→ **Problem description**
Each record is to be printed again precisely as it reads.

Data section start

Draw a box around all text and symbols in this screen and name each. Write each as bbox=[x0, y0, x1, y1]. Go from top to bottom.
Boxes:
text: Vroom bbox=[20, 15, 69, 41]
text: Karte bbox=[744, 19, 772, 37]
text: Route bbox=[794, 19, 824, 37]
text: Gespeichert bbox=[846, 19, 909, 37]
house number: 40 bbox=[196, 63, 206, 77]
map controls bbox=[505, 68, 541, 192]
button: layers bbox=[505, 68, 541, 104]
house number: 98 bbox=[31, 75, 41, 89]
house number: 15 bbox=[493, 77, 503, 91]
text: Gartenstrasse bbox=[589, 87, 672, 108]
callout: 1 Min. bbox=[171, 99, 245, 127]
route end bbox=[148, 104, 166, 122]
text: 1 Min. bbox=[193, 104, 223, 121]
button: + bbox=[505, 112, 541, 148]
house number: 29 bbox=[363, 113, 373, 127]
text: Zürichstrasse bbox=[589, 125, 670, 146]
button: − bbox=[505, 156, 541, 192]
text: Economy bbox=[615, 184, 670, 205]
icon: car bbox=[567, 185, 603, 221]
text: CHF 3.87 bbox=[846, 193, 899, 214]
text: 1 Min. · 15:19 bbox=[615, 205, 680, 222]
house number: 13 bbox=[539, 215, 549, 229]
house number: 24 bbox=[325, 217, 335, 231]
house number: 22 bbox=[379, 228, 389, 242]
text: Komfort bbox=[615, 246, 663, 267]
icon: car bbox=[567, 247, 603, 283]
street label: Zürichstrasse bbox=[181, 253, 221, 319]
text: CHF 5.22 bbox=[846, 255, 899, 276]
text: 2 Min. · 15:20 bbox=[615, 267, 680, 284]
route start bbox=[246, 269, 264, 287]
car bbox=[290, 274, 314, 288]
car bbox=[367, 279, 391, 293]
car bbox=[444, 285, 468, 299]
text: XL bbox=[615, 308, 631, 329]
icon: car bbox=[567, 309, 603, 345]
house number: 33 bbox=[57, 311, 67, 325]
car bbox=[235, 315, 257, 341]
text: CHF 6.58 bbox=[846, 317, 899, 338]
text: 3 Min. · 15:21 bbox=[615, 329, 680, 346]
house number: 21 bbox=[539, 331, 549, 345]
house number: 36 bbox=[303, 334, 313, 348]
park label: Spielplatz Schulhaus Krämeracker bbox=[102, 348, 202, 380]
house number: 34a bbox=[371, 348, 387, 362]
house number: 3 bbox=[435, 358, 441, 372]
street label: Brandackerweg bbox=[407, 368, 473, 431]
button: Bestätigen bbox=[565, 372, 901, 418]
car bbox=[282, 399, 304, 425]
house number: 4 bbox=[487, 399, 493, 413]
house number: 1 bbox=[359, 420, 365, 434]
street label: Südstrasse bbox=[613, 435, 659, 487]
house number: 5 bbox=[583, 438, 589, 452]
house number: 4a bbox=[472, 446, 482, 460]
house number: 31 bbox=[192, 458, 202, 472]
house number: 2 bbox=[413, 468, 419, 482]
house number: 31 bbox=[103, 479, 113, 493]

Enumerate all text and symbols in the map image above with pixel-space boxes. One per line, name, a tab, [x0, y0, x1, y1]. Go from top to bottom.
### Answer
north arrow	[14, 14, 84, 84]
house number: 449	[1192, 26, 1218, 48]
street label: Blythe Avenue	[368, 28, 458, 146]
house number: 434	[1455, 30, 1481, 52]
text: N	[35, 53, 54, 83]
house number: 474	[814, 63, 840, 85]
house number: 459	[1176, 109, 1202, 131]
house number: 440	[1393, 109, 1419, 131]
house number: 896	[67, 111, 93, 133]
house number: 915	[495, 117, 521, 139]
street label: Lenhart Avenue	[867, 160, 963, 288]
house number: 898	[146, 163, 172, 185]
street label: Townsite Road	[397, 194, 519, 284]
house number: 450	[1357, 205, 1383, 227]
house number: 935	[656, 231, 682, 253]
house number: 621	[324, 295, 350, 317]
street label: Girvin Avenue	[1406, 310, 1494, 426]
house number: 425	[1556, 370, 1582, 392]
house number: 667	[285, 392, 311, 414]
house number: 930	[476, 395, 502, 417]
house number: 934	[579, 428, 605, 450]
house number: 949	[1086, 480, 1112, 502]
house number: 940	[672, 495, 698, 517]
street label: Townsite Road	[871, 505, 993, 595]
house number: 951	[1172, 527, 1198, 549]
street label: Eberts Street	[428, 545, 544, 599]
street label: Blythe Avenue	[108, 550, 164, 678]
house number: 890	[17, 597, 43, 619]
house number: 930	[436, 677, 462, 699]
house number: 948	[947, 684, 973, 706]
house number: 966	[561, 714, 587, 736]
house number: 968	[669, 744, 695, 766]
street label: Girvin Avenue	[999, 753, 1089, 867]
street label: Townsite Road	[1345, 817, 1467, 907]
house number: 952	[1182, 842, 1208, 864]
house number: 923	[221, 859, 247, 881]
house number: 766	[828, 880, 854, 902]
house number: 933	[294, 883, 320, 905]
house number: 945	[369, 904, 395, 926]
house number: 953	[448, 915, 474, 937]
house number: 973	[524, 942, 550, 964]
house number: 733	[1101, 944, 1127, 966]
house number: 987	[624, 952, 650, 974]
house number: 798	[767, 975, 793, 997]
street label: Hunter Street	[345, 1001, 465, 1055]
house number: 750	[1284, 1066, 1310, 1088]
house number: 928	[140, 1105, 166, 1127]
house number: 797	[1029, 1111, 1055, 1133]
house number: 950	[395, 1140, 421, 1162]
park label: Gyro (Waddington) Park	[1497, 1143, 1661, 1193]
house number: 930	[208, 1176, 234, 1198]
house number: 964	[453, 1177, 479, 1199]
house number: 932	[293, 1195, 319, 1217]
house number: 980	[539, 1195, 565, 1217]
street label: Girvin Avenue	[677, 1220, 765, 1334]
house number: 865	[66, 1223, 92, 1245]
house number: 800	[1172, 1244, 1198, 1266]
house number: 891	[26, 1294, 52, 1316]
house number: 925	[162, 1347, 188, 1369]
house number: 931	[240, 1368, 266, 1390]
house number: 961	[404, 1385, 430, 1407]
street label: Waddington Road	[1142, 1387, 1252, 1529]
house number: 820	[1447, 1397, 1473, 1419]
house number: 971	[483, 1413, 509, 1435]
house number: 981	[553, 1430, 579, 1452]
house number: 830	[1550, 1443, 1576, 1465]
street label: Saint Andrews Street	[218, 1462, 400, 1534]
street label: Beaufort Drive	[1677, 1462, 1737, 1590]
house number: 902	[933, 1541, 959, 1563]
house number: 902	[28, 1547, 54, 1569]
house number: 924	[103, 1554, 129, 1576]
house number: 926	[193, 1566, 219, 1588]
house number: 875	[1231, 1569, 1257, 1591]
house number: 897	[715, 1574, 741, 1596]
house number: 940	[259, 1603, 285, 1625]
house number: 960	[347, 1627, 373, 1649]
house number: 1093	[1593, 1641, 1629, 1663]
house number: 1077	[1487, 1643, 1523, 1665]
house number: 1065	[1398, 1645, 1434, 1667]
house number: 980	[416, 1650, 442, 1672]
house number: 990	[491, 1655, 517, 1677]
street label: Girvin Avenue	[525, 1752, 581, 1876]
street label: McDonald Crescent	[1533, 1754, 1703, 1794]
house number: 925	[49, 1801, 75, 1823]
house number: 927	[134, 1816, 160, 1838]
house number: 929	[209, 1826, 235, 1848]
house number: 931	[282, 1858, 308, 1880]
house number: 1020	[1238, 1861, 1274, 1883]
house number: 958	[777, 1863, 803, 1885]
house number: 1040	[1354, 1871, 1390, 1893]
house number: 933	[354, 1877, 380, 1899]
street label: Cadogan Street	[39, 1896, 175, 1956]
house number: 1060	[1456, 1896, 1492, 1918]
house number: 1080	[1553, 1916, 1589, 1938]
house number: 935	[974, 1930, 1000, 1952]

Data section end

→ **Task response**
Draw a box around all text and symbols in this screen and name each. Write each as bbox=[x0, y0, x1, y1]. Go from top to bottom.
Boxes:
text: Vroom bbox=[20, 15, 69, 41]
text: Karte bbox=[744, 19, 772, 37]
text: Route bbox=[794, 19, 824, 37]
text: Gespeichert bbox=[846, 19, 909, 37]
house number: 40 bbox=[196, 63, 206, 77]
map controls bbox=[505, 68, 541, 192]
button: layers bbox=[505, 68, 541, 104]
house number: 98 bbox=[31, 75, 41, 89]
house number: 15 bbox=[493, 77, 503, 91]
text: Gartenstrasse bbox=[589, 87, 672, 108]
callout: 1 Min. bbox=[171, 99, 245, 127]
route end bbox=[148, 104, 166, 122]
text: 1 Min. bbox=[193, 104, 223, 121]
button: + bbox=[505, 112, 541, 148]
house number: 29 bbox=[363, 113, 373, 127]
text: Zürichstrasse bbox=[589, 125, 670, 146]
button: − bbox=[505, 156, 541, 192]
text: Economy bbox=[615, 184, 670, 205]
icon: car bbox=[567, 185, 603, 221]
text: CHF 3.87 bbox=[846, 193, 899, 214]
text: 1 Min. · 15:19 bbox=[615, 205, 680, 222]
house number: 13 bbox=[539, 215, 549, 229]
house number: 24 bbox=[325, 217, 335, 231]
house number: 22 bbox=[379, 228, 389, 242]
text: Komfort bbox=[615, 246, 663, 267]
icon: car bbox=[567, 247, 603, 283]
street label: Zürichstrasse bbox=[181, 253, 221, 319]
text: CHF 5.22 bbox=[846, 255, 899, 276]
text: 2 Min. · 15:20 bbox=[615, 267, 680, 284]
route start bbox=[246, 269, 264, 287]
car bbox=[290, 274, 314, 288]
car bbox=[367, 279, 391, 293]
car bbox=[444, 285, 468, 299]
text: XL bbox=[615, 308, 631, 329]
icon: car bbox=[567, 309, 603, 345]
house number: 33 bbox=[57, 311, 67, 325]
car bbox=[235, 315, 257, 341]
text: CHF 6.58 bbox=[846, 317, 899, 338]
text: 3 Min. · 15:21 bbox=[615, 329, 680, 346]
house number: 21 bbox=[539, 331, 549, 345]
house number: 36 bbox=[303, 334, 313, 348]
park label: Spielplatz Schulhaus Krämeracker bbox=[102, 348, 202, 380]
house number: 34a bbox=[371, 348, 387, 362]
house number: 3 bbox=[435, 358, 441, 372]
street label: Brandackerweg bbox=[407, 368, 473, 431]
button: Bestätigen bbox=[565, 372, 901, 418]
car bbox=[282, 399, 304, 425]
house number: 4 bbox=[487, 399, 493, 413]
house number: 1 bbox=[359, 420, 365, 434]
street label: Südstrasse bbox=[613, 435, 659, 487]
house number: 5 bbox=[583, 438, 589, 452]
house number: 4a bbox=[472, 446, 482, 460]
house number: 31 bbox=[192, 458, 202, 472]
house number: 2 bbox=[413, 468, 419, 482]
house number: 31 bbox=[103, 479, 113, 493]

Enumerate all text and symbols in the map image above with pixel-space boxes. One per line, name, a tab, [x0, y0, x1, y1]. Go from top to bottom.
### Answer
north arrow	[14, 14, 84, 84]
house number: 449	[1192, 26, 1218, 48]
street label: Blythe Avenue	[368, 28, 458, 146]
house number: 434	[1455, 30, 1481, 52]
text: N	[35, 53, 54, 83]
house number: 474	[814, 63, 840, 85]
house number: 459	[1176, 109, 1202, 131]
house number: 440	[1393, 109, 1419, 131]
house number: 896	[67, 111, 93, 133]
house number: 915	[495, 117, 521, 139]
street label: Lenhart Avenue	[867, 160, 963, 288]
house number: 898	[146, 163, 172, 185]
street label: Townsite Road	[397, 194, 519, 284]
house number: 450	[1357, 205, 1383, 227]
house number: 935	[656, 231, 682, 253]
house number: 621	[324, 295, 350, 317]
street label: Girvin Avenue	[1406, 310, 1494, 426]
house number: 425	[1556, 370, 1582, 392]
house number: 667	[285, 392, 311, 414]
house number: 930	[476, 395, 502, 417]
house number: 934	[579, 428, 605, 450]
house number: 949	[1086, 480, 1112, 502]
house number: 940	[672, 495, 698, 517]
street label: Townsite Road	[871, 505, 993, 595]
house number: 951	[1172, 527, 1198, 549]
street label: Eberts Street	[428, 545, 544, 599]
street label: Blythe Avenue	[108, 550, 164, 678]
house number: 890	[17, 597, 43, 619]
house number: 930	[436, 677, 462, 699]
house number: 948	[947, 684, 973, 706]
house number: 966	[561, 714, 587, 736]
house number: 968	[669, 744, 695, 766]
street label: Girvin Avenue	[999, 753, 1089, 867]
street label: Townsite Road	[1345, 817, 1467, 907]
house number: 952	[1182, 842, 1208, 864]
house number: 923	[221, 859, 247, 881]
house number: 766	[828, 880, 854, 902]
house number: 933	[294, 883, 320, 905]
house number: 945	[369, 904, 395, 926]
house number: 953	[448, 915, 474, 937]
house number: 973	[524, 942, 550, 964]
house number: 733	[1101, 944, 1127, 966]
house number: 987	[624, 952, 650, 974]
house number: 798	[767, 975, 793, 997]
street label: Hunter Street	[345, 1001, 465, 1055]
house number: 750	[1284, 1066, 1310, 1088]
house number: 928	[140, 1105, 166, 1127]
house number: 797	[1029, 1111, 1055, 1133]
house number: 950	[395, 1140, 421, 1162]
park label: Gyro (Waddington) Park	[1497, 1143, 1661, 1193]
house number: 930	[208, 1176, 234, 1198]
house number: 964	[453, 1177, 479, 1199]
house number: 932	[293, 1195, 319, 1217]
house number: 980	[539, 1195, 565, 1217]
street label: Girvin Avenue	[677, 1220, 765, 1334]
house number: 865	[66, 1223, 92, 1245]
house number: 800	[1172, 1244, 1198, 1266]
house number: 891	[26, 1294, 52, 1316]
house number: 925	[162, 1347, 188, 1369]
house number: 931	[240, 1368, 266, 1390]
house number: 961	[404, 1385, 430, 1407]
street label: Waddington Road	[1142, 1387, 1252, 1529]
house number: 820	[1447, 1397, 1473, 1419]
house number: 971	[483, 1413, 509, 1435]
house number: 981	[553, 1430, 579, 1452]
house number: 830	[1550, 1443, 1576, 1465]
street label: Saint Andrews Street	[218, 1462, 400, 1534]
street label: Beaufort Drive	[1677, 1462, 1737, 1590]
house number: 902	[933, 1541, 959, 1563]
house number: 902	[28, 1547, 54, 1569]
house number: 924	[103, 1554, 129, 1576]
house number: 926	[193, 1566, 219, 1588]
house number: 875	[1231, 1569, 1257, 1591]
house number: 897	[715, 1574, 741, 1596]
house number: 940	[259, 1603, 285, 1625]
house number: 960	[347, 1627, 373, 1649]
house number: 1093	[1593, 1641, 1629, 1663]
house number: 1077	[1487, 1643, 1523, 1665]
house number: 1065	[1398, 1645, 1434, 1667]
house number: 980	[416, 1650, 442, 1672]
house number: 990	[491, 1655, 517, 1677]
street label: Girvin Avenue	[525, 1752, 581, 1876]
street label: McDonald Crescent	[1533, 1754, 1703, 1794]
house number: 925	[49, 1801, 75, 1823]
house number: 927	[134, 1816, 160, 1838]
house number: 929	[209, 1826, 235, 1848]
house number: 931	[282, 1858, 308, 1880]
house number: 1020	[1238, 1861, 1274, 1883]
house number: 958	[777, 1863, 803, 1885]
house number: 1040	[1354, 1871, 1390, 1893]
house number: 933	[354, 1877, 380, 1899]
street label: Cadogan Street	[39, 1896, 175, 1956]
house number: 1060	[1456, 1896, 1492, 1918]
house number: 1080	[1553, 1916, 1589, 1938]
house number: 935	[974, 1930, 1000, 1952]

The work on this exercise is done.